Living in the Wilderness

Many years ago when I worked for a building firm in the university holidays, I found a bible in a derelict barn. I have struggled to find faith all my life but I was drawn to the small, leather bound book because it was inscribed as a Christmas present in 1904 and I retained it as an artefact, an antique. I held it with reverence because someone had once given the Word of God as a gift, and that seemed quite precious.

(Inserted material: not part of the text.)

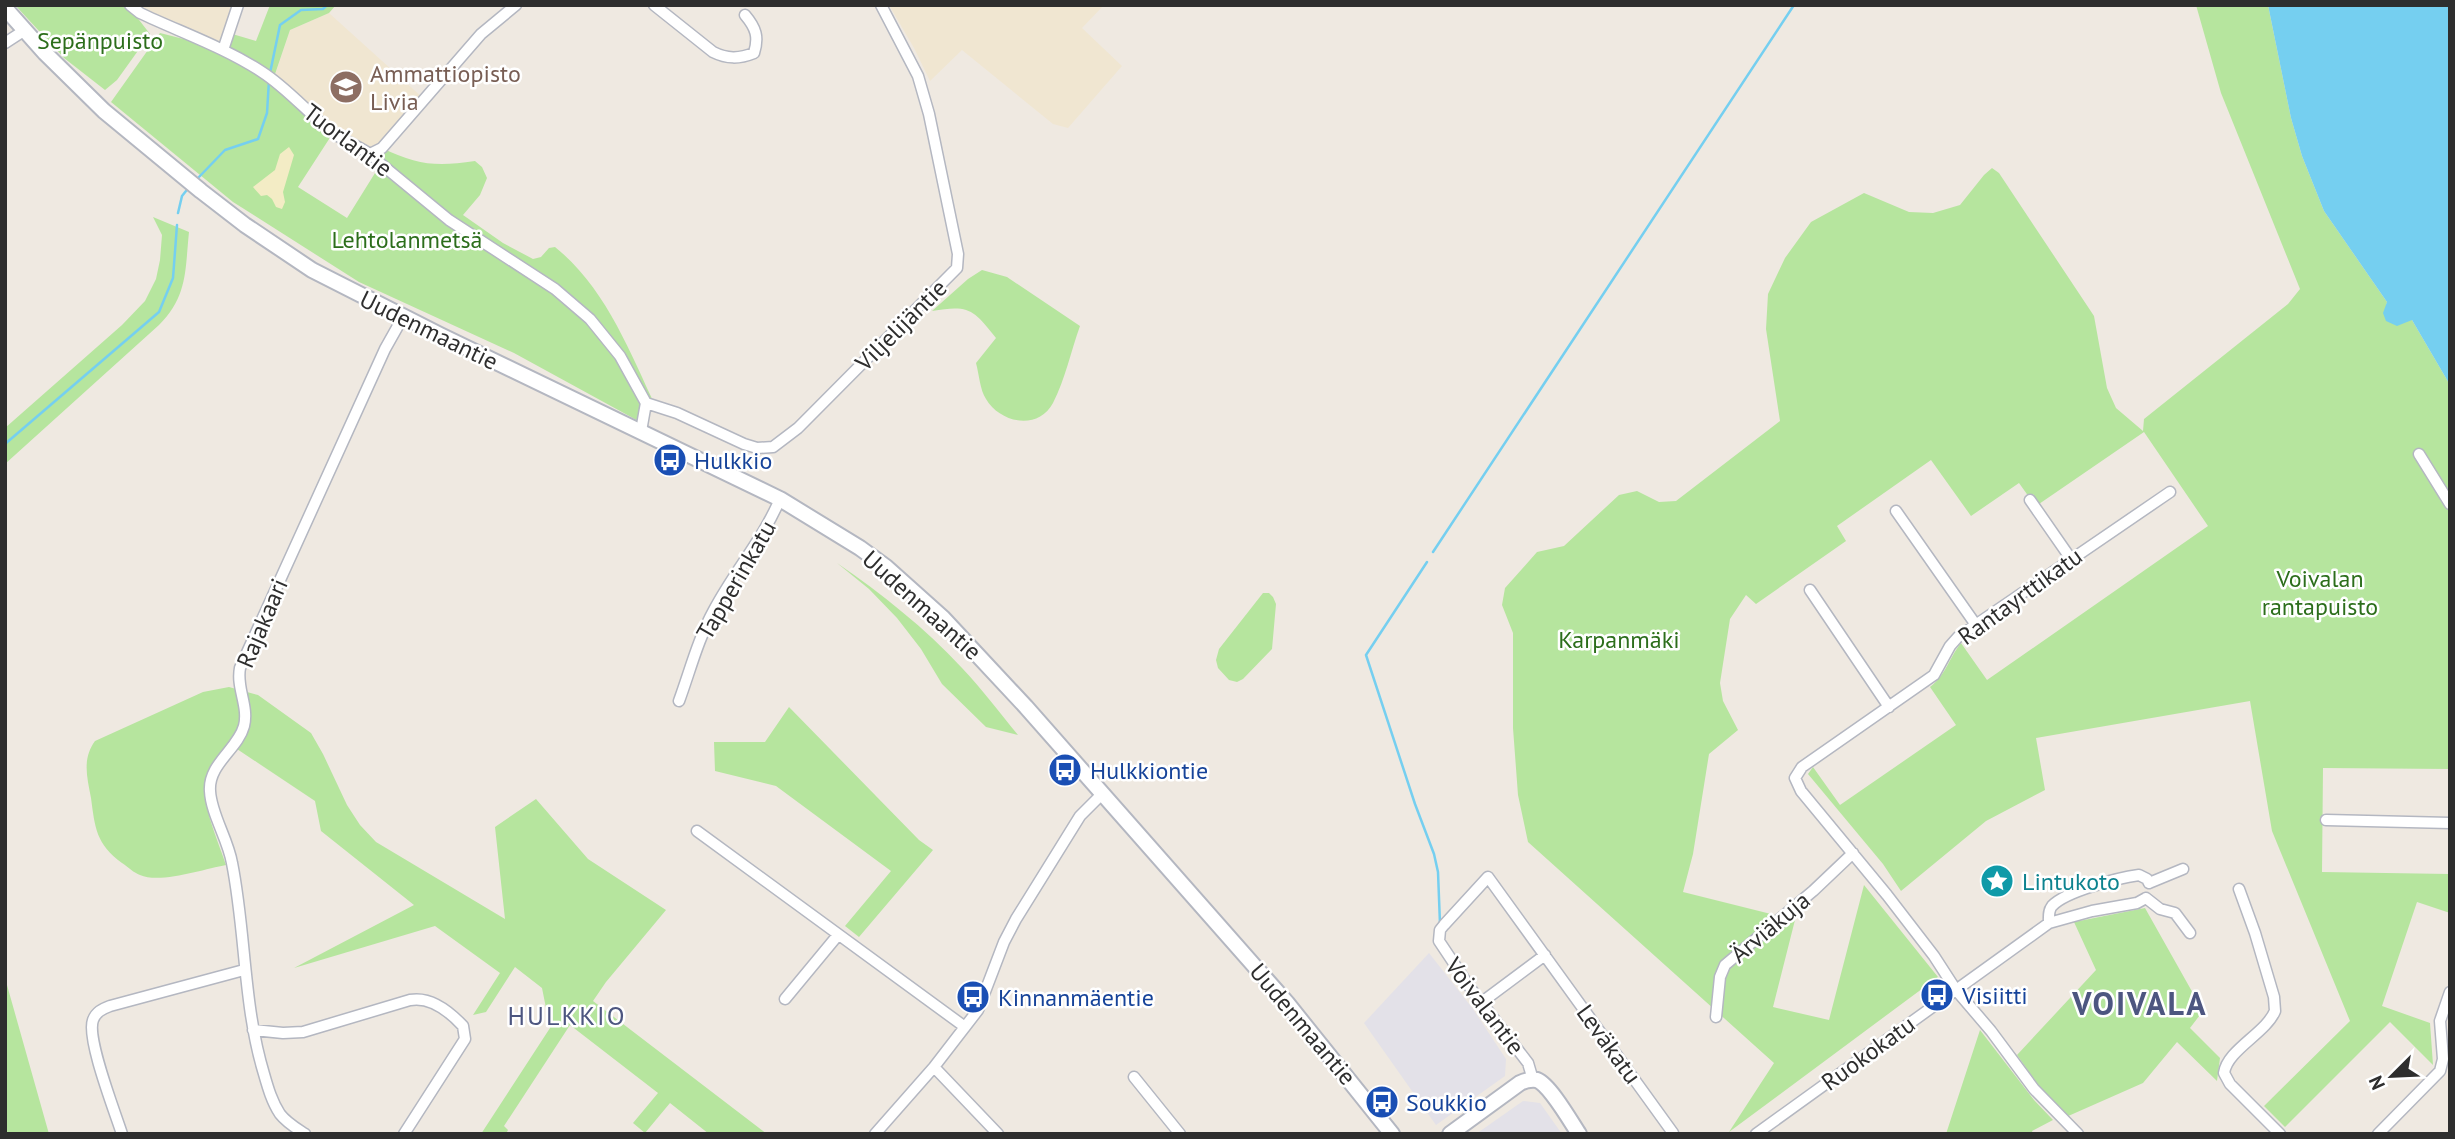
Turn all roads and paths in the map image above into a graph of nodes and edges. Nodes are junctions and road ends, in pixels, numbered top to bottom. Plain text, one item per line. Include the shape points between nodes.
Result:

I read it in lunch breaks and was compelled by the Book of Proverbs; the Song of Solomon, ancient source of wisdom. At the time, a long standing relationship had unexpectedly finished and it felt like serendipity when I read Proverbs Chapter 21, Verse 19: It is better to live in the wilderness than with an angry or contentious woman. I certainly felt like I was in an emotional wilderness so I joined the army to escape and soon found myself in a true wilderness in the jungle in Central America. That was the beginning of my trouble with girls.

A quarter of a century later, and I am still holding that bible, still dealing with the trouble with girls. Since my wife has left me, I have to buy a house with a much smaller garden and so I have given away the climbing frame, swing set, slide and trampoline that for half a decade illustrated my life with scenes of childhood. Now as I stare through the kitchen window the garden looks like the Canadian prairie; vast and empty. Indeed, it looks like a wilderness.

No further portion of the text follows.